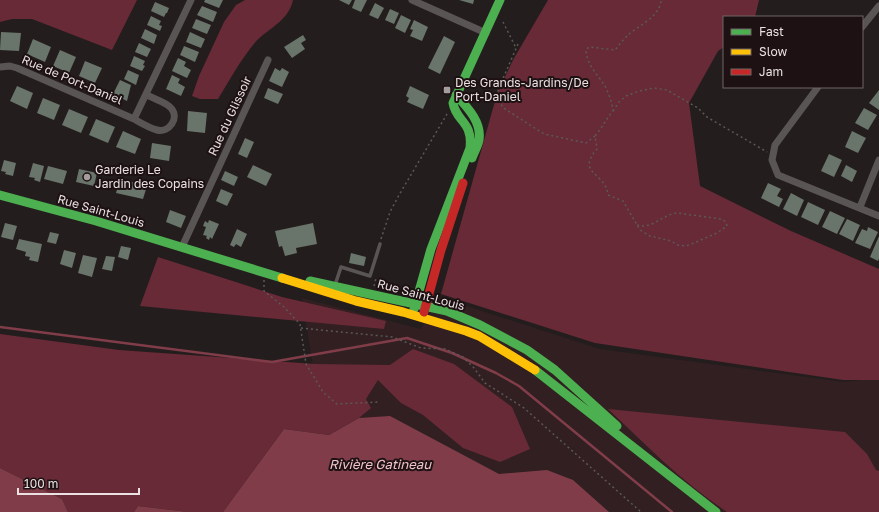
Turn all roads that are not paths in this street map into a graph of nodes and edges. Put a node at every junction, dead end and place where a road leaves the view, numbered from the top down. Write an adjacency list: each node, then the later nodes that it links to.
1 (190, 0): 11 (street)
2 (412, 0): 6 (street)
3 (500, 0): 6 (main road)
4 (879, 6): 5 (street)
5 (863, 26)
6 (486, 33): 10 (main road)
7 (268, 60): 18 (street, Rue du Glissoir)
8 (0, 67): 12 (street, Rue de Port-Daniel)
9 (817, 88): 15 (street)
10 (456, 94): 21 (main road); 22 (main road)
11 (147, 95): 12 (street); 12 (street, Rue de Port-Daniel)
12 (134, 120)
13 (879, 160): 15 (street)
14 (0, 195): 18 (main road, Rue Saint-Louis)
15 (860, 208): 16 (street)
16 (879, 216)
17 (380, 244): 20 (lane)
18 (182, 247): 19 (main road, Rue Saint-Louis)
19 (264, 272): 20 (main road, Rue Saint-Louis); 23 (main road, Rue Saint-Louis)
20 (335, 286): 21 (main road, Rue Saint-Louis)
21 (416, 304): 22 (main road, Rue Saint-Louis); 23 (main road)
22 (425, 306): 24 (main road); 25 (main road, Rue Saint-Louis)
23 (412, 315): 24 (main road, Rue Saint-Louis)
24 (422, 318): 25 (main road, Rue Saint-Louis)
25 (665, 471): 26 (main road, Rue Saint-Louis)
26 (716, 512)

#### YOUR TASK
Verbatim copy, images excluded: transcribe all the entries above.

#### ANSWER BOX
Turn all roads that are not paths in this street map into a graph of nodes and edges. Put a node at every junction, dead end and place where a road leaves the view, numbered from the top down. Write an adjacency list: each node, then the later nodes that it links to.
1 (190, 0): 11 (street)
2 (412, 0): 6 (street)
3 (500, 0): 6 (main road)
4 (879, 6): 5 (street)
5 (863, 26)
6 (486, 33): 10 (main road)
7 (268, 60): 18 (street, Rue du Glissoir)
8 (0, 67): 12 (street, Rue de Port-Daniel)
9 (817, 88): 15 (street)
10 (456, 94): 21 (main road); 22 (main road)
11 (147, 95): 12 (street); 12 (street, Rue de Port-Daniel)
12 (134, 120)
13 (879, 160): 15 (street)
14 (0, 195): 18 (main road, Rue Saint-Louis)
15 (860, 208): 16 (street)
16 (879, 216)
17 (380, 244): 20 (lane)
18 (182, 247): 19 (main road, Rue Saint-Louis)
19 (264, 272): 20 (main road, Rue Saint-Louis); 23 (main road, Rue Saint-Louis)
20 (335, 286): 21 (main road, Rue Saint-Louis)
21 (416, 304): 22 (main road, Rue Saint-Louis); 23 (main road)
22 (425, 306): 24 (main road); 25 (main road, Rue Saint-Louis)
23 (412, 315): 24 (main road, Rue Saint-Louis)
24 (422, 318): 25 (main road, Rue Saint-Louis)
25 (665, 471): 26 (main road, Rue Saint-Louis)
26 (716, 512)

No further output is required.